● WHAT YOU SHOULD DO
Within the data that follows, how many lines contain the word "Şehirler"? Reply with only the number.

══ RECORDS SHOWN

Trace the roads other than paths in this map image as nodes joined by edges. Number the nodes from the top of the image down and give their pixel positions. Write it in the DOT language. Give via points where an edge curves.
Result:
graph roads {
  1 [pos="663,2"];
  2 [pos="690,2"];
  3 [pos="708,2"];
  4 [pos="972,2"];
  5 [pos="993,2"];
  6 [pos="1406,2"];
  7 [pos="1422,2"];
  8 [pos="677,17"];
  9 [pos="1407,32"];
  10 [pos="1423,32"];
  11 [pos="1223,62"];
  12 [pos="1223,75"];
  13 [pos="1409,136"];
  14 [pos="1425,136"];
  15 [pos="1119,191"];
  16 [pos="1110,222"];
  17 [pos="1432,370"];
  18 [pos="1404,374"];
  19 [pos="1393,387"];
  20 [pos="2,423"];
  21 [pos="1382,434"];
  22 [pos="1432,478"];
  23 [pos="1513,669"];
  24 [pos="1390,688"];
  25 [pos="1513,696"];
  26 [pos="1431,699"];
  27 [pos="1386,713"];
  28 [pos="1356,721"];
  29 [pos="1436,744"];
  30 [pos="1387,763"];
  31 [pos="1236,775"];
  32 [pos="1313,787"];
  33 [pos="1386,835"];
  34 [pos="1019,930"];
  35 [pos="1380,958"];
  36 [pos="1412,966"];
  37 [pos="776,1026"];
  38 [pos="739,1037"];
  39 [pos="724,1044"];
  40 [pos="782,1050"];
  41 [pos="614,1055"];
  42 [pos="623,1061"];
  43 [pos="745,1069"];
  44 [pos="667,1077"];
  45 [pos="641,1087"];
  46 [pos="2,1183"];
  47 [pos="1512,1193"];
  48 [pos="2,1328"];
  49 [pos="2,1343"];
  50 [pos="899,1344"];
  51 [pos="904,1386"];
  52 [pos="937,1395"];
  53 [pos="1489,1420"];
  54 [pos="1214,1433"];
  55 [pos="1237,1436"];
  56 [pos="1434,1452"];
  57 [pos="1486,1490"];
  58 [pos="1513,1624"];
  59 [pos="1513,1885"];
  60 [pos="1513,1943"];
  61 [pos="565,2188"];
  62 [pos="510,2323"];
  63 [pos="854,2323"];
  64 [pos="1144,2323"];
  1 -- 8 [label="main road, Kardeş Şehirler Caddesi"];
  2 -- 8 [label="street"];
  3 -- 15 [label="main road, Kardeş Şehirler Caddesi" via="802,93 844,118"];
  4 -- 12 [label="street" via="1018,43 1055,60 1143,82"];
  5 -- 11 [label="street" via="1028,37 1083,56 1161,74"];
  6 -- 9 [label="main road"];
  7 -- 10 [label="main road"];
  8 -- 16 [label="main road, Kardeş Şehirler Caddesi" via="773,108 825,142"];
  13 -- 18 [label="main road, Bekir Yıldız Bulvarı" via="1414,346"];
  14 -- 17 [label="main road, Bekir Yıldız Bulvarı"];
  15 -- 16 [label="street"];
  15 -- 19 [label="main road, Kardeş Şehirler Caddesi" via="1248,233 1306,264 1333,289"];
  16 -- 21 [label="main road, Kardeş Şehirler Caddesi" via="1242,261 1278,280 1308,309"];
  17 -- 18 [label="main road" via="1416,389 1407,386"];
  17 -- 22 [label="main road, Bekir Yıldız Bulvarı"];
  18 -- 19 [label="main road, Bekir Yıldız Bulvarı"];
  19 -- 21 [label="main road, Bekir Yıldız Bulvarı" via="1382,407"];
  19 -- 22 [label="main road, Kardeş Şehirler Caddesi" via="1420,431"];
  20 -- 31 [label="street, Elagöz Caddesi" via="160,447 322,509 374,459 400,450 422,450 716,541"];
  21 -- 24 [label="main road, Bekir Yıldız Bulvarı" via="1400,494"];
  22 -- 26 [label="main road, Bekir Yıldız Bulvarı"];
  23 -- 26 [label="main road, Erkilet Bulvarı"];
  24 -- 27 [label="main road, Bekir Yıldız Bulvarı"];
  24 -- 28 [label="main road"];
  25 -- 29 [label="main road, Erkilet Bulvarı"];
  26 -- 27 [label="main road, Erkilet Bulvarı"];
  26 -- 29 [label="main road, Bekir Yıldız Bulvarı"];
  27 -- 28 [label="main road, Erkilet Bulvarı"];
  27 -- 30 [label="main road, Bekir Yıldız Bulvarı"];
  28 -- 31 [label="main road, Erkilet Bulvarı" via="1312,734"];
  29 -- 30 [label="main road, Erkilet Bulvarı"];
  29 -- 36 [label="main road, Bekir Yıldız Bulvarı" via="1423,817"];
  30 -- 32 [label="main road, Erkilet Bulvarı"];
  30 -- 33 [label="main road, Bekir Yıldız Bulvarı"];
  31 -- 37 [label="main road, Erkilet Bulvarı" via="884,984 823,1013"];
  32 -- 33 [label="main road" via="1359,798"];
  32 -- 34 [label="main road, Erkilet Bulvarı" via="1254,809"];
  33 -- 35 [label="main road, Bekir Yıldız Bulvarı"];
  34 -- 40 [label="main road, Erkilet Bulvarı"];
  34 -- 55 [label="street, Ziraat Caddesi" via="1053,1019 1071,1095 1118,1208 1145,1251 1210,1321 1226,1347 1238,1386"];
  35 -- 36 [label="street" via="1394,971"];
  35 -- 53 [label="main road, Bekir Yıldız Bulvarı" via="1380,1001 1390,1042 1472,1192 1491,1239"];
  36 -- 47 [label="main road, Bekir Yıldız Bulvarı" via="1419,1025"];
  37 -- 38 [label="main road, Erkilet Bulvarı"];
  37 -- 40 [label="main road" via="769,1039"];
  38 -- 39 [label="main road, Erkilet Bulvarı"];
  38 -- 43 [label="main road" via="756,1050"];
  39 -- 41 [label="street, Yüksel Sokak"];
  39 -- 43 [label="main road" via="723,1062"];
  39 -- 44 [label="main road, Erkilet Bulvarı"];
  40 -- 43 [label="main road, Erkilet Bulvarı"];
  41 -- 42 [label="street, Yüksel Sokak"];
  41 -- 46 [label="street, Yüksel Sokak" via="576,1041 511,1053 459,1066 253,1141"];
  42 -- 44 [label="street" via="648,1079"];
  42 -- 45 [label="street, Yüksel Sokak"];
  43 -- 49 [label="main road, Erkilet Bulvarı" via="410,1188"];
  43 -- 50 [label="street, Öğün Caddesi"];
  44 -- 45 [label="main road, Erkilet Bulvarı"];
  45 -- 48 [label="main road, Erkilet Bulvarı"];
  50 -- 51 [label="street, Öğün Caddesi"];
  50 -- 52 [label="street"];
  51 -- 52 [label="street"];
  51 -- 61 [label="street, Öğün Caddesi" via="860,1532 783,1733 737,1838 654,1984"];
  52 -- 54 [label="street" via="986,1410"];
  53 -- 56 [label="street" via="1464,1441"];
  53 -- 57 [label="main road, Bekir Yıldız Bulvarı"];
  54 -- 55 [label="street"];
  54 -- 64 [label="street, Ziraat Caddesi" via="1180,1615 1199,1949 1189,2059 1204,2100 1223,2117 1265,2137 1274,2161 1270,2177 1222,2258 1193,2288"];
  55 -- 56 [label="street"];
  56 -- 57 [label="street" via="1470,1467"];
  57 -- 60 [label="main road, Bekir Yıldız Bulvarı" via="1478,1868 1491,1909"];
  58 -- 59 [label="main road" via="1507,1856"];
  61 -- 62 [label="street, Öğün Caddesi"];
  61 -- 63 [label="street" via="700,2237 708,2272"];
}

════

● ANSWER TO THIS TASK
6